Background information
- Also known as: Stella, Tauhd Zaïna
- Born: Stella Zelcer 12 December 1950 (age 75) Paris, France
- Occupations: singer, musician
- Years active: 1963–present
- Member of: Magma

= Stella Vander =

French singer and musician (born 1950)

Stella Vander (born Stella Zelcer, also known as Stella; 12 December 1950) is a French singer, musician and record producer.

==Early years==
Born in Paris into a family of Polish immigrants, she began writing music in the early sixties together with her uncle Maurice Chorenslup. Their songs were parodies of the Yé-yé style that was popular at the time. Stella's first EP, which included "Pourquoi pas moi", was released in November 1963, when she was twelve. In 1966, "Un air du folklore Auvergnat" ("a folk song from Auvergne", mocking Sheila's "Le Folklore Américain") increased her fame, followed by protests by the Auvergnat association—which took the lyrics seriously. Her take on music was "engagingly sarcastic". 1966's Beatnicks D'Occasion targeted weekend scenesters.

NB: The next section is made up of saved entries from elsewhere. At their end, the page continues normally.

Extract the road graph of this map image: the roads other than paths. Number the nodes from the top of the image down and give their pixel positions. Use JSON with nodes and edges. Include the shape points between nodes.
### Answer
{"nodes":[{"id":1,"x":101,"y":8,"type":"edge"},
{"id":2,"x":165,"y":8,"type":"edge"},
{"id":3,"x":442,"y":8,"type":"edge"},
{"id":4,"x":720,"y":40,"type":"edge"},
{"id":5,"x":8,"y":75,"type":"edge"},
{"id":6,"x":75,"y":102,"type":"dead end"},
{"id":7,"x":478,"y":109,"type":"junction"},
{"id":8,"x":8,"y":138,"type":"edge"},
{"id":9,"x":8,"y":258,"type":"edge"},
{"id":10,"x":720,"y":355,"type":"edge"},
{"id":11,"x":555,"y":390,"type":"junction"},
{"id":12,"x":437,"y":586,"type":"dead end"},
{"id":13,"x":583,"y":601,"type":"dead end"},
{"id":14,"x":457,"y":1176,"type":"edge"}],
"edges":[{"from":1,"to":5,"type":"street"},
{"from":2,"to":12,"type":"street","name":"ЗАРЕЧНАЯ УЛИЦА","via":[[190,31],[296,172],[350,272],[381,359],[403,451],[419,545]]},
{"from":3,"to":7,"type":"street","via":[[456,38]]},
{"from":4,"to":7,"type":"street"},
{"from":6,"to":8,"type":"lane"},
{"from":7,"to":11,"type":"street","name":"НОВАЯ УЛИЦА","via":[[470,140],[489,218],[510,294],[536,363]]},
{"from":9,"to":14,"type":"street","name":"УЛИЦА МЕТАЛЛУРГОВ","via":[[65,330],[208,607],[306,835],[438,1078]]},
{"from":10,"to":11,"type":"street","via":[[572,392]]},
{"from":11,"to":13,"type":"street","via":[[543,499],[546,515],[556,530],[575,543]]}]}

Her final record as Stella was released in 1967. "I wasn't even 17 yet, but I just said 'Ok, pfft. Leave it.

==Magma==
She married Magma drummer Christian Vander and has appeared on numerous Magma albums. During the band's hiatus, she divorced Christian and married Francis Linon, the band's sound engineer. Both founded the record label Seventh Records in 1987 for an independent promotion of Magma's work. The couple started Seventh Records to organise Magma's work and to release some of Christian Vander's personal works. Since Magma's reformation in the late 1990s, she has assumed a larger role in the band's studio and performance efforts, and is currently Magma's most enduring and prominent vocalist. On many Magma albums, she appears under her Kobaïan name: Thaud Zaïa.

==Solo albums==
In 1991 she released her first solo album as Stella Vander, D'épreuves d'amour (Seventh A-VIII).
Le coeur allant vers (Ex-Tension, with Sophia Domancich) appeared in 2004.
In 2011 Passage du Nord Ouest (Seventh AKT XVII 2 CD) was released (recorded in Paris, 29/12/1991). Pourquoi pas moi, a compilation of 40 tracks from the years 1963–1968, was released in 1997 (Magic records 2 CD).